Salgari si dimostra sempre all’altezza dell’avventura, non c’è avventura senza Salgari e non c’è Salgari senza avventura potremmo dire. Il suo stile, il suo linguaggio d’altri tempi ci proiettano indietro nel tempo, facendoci gustare meglio le sue storie avventurose, come se noi stessi ne fossimo i protagonisti.
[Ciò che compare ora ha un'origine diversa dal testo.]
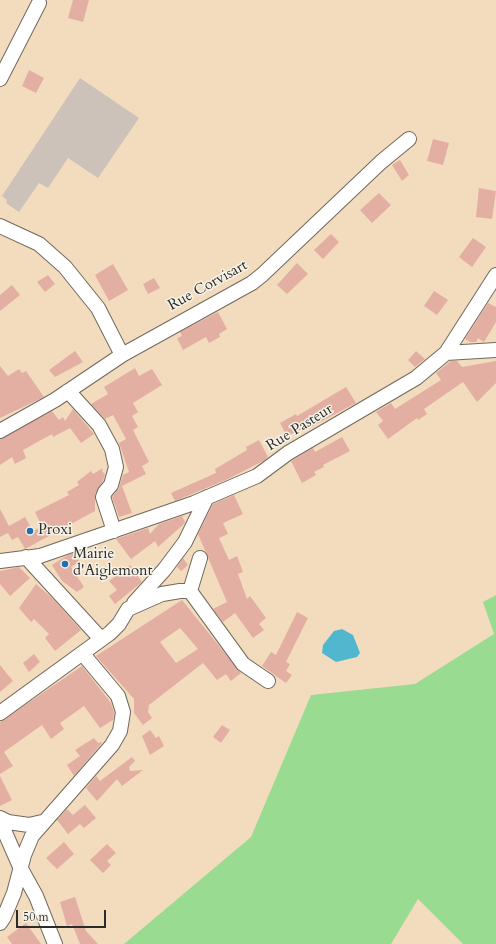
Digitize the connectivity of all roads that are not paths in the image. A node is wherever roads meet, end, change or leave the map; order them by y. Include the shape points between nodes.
1 (39, 2) dead end
2 (0, 79) edge
3 (409, 139) dead end
4 (0, 226) edge
5 (496, 275) edge
6 (496, 350) edge
7 (446, 353) junction
8 (122, 354) junction
9 (68, 391) junction
10 (0, 431) edge
11 (207, 498) junction
12 (114, 531) junction
13 (26, 557) junction
14 (200, 558) dead end
15 (0, 561) edge
16 (190, 591) junction
17 (128, 609) junction
18 (101, 639) junction
19 (83, 654) junction
20 (268, 681) dead end
21 (0, 713) edge
22 (0, 818) edge
23 (0, 821) edge
24 (42, 822) junction
25 (21, 869) junction
26 (0, 923) edge
27 (55, 944) edge

1 - 2 street
3 - 8 street, Rue Corvisart via 252,283
4 - 8 street via 39,244 65,267 98,308
5 - 7 street, Rue Pasteur
6 - 7 street
7 - 11 street, Rue Pasteur via 416,378 288,453 257,476
8 - 9 street, Rue Corvisart
9 - 10 street, Rue Corvisart
9 - 12 street via 100,425 112,449 116,467 111,484 103,497
11 - 12 street, Rue Pasteur
11 - 17 street via 184,542 164,570
12 - 13 street, Rue Pasteur via 40,556
13 - 15 street, Rue Pasteur
13 - 18 street
14 - 16 street
16 - 17 street via 162,594
16 - 20 street via 243,664
17 - 18 street via 119,624
18 - 19 street
19 - 21 street
19 - 24 street via 118,696 123,712 120,731 112,745
22 - 24 street via 8,822 29,825
23 - 25 street
24 - 25 street via 28,843
25 - 26 street
25 - 27 street via 36,896

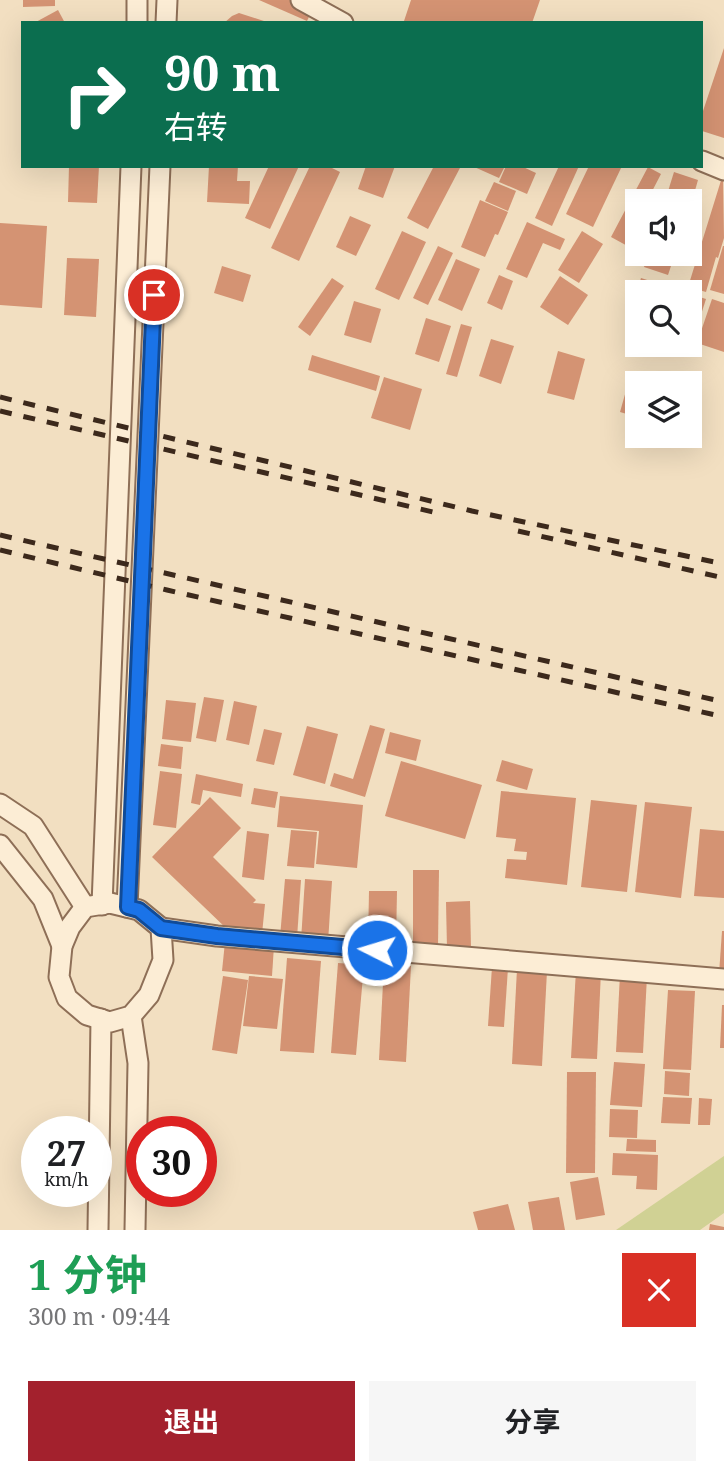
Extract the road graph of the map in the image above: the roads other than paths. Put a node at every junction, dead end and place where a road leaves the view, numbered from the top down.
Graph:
1 (137, 0) edge
2 (167, 0) edge
3 (301, 0) edge
4 (136, 21) edge
5 (166, 21) edge
6 (339, 21) edge
7 (703, 161) edge
8 (131, 168) edge
9 (160, 168) edge
10 (724, 170) edge
11 (0, 804) edge
12 (0, 845) edge
13 (93, 906) junction
14 (128, 907) junction
15 (161, 928) junction
16 (62, 946) junction
17 (724, 979) edge
18 (131, 1016) junction
19 (101, 1019) junction
20 (97, 1230) edge
21 (135, 1230) edge

1 - 4 street
2 - 5 street
3 - 6 street
7 - 10 street
8 - 13 street
9 - 14 street
11 - 13 street
12 - 16 street
13 - 14 street
13 - 16 street
14 - 15 street
15 - 17 street
15 - 18 street
16 - 19 street
18 - 19 street
18 - 21 street
19 - 20 street

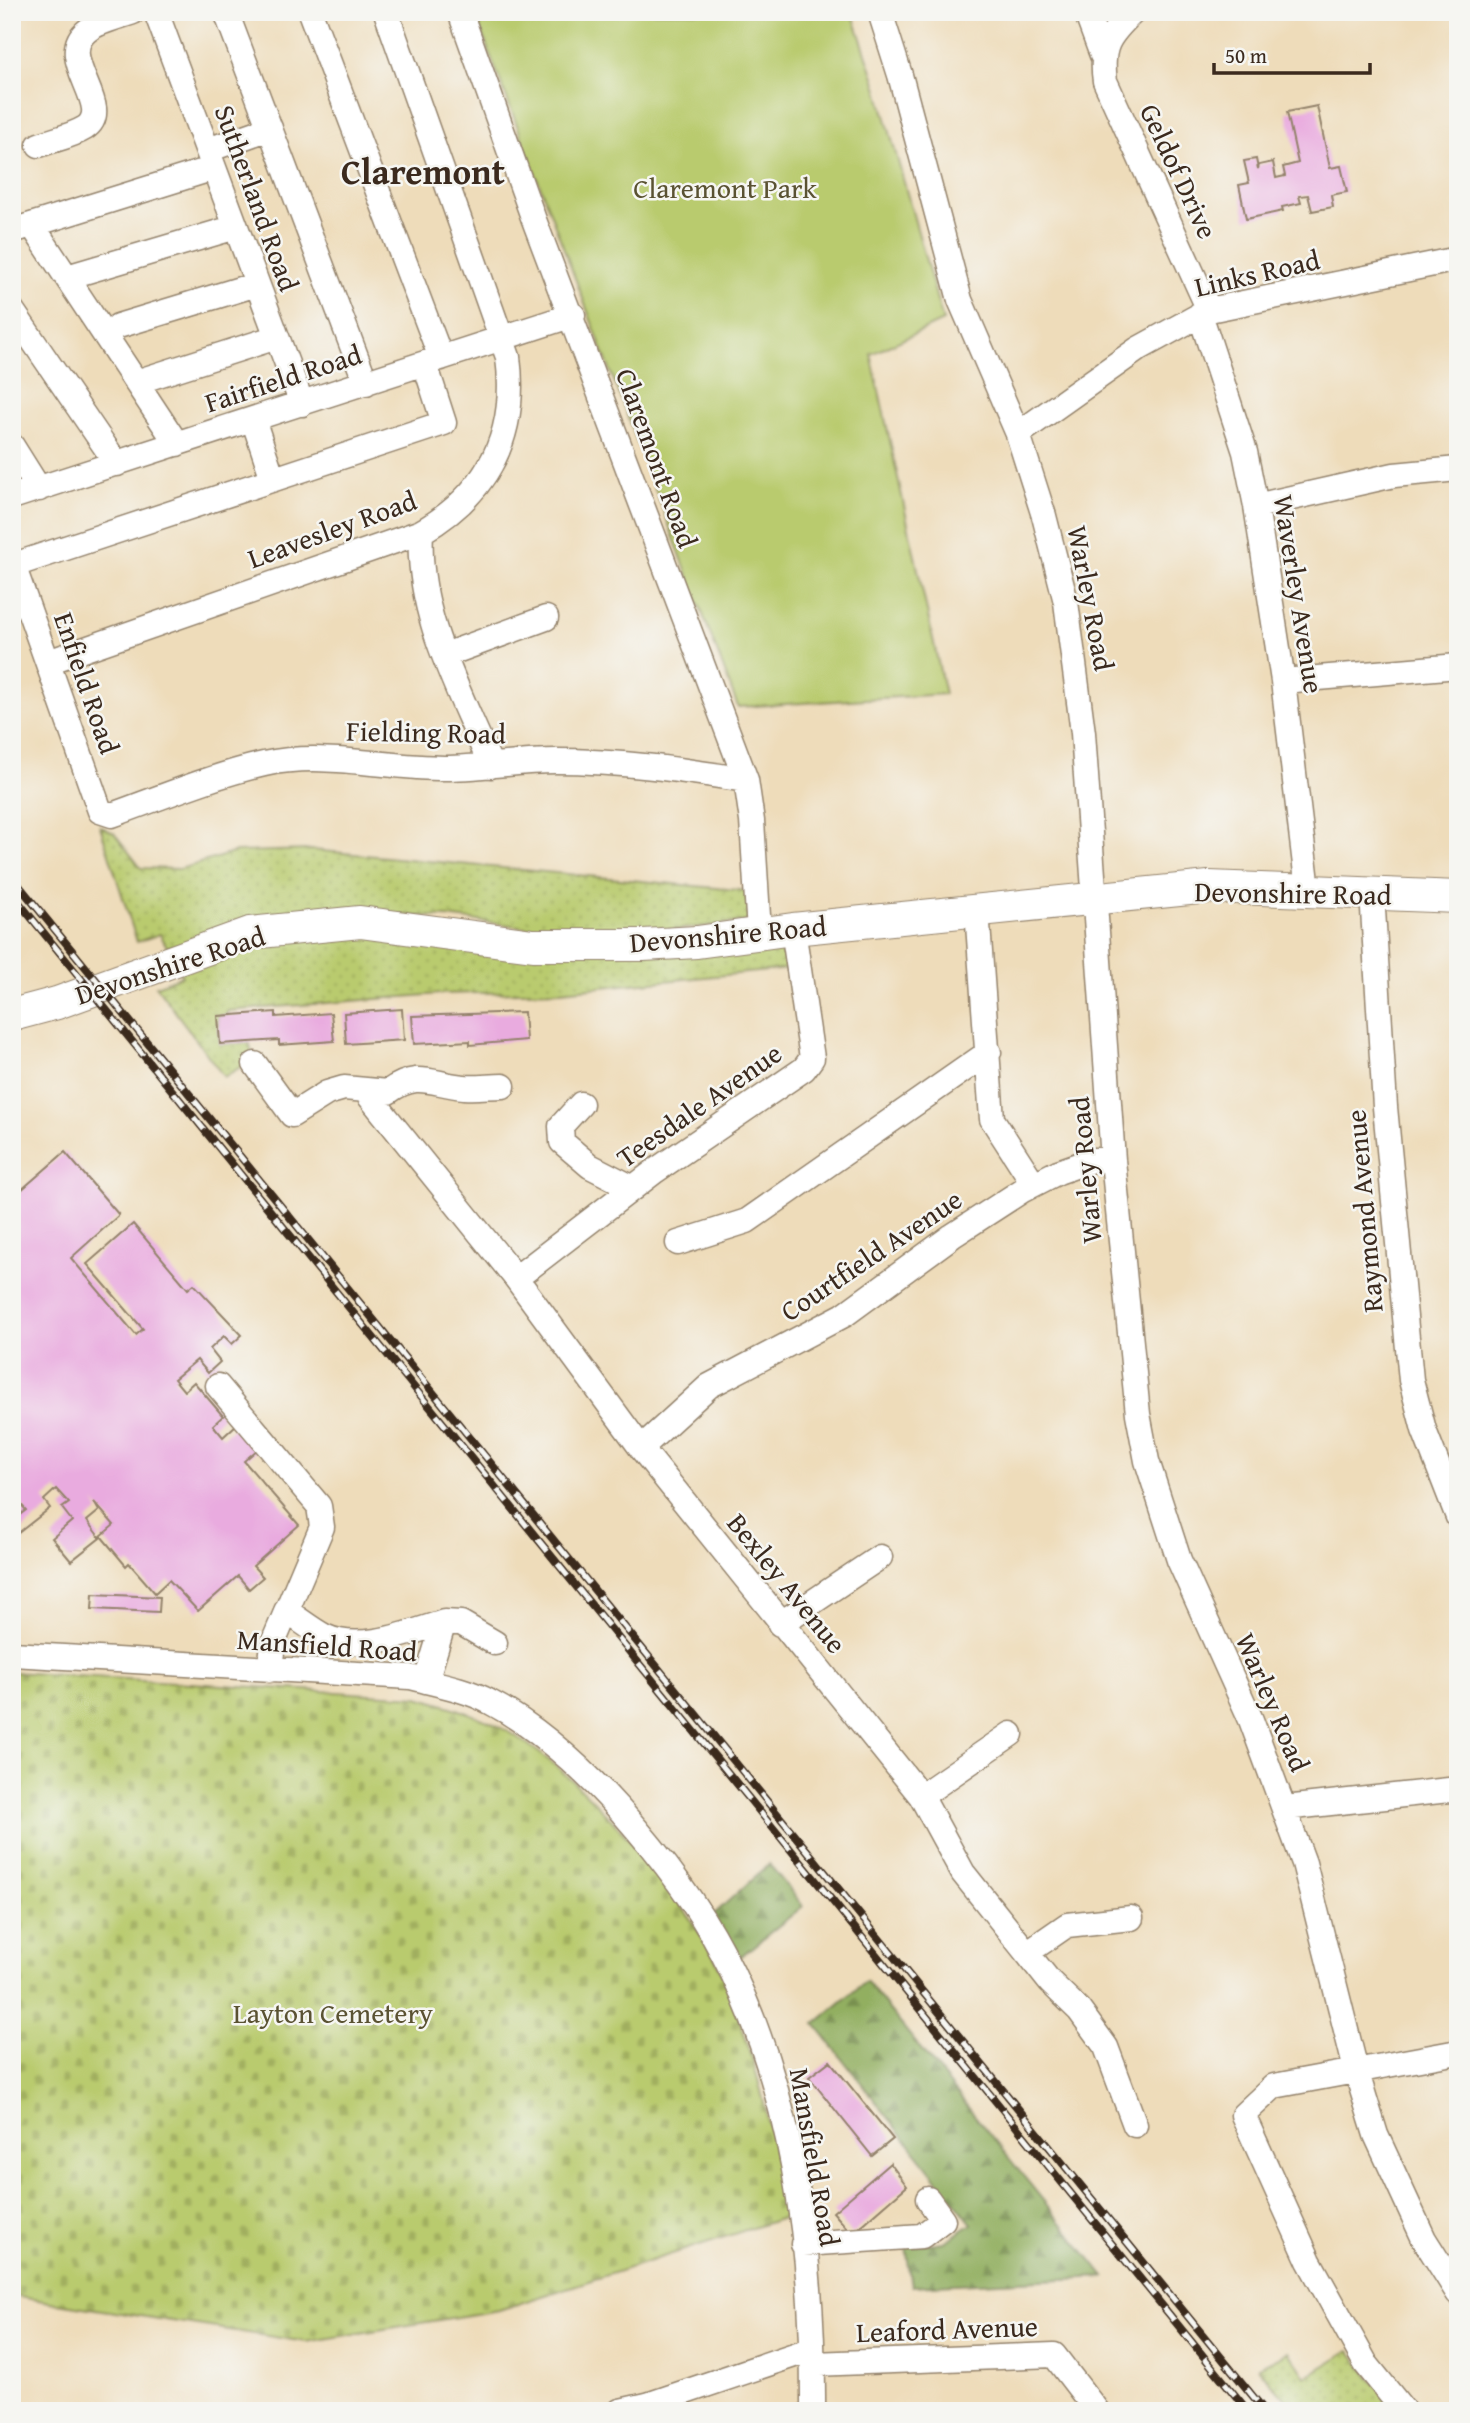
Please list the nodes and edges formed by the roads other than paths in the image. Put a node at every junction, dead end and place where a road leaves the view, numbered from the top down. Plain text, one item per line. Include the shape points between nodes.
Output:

In questo romanzo c’è un sapore d’avventura tutto particolare. I personaggi, sempre così ben delineati, si ritrovano ad affrontare un nemico che non ha volto. Non respira, non è umano come loro, ma li circonda, assediandoli nel tempo e nello spazio. E’ il freddo polare, che genera i ghiacci che rivestono il continente antartico ancora inesplorato.
Wilkey, Bisby, Linderman: questi i nomi dei tre che, assieme ad altri membri della spedizione antartica, partiranno verso l’ignoto, affrontando decisi anche la morte pur di trionfare.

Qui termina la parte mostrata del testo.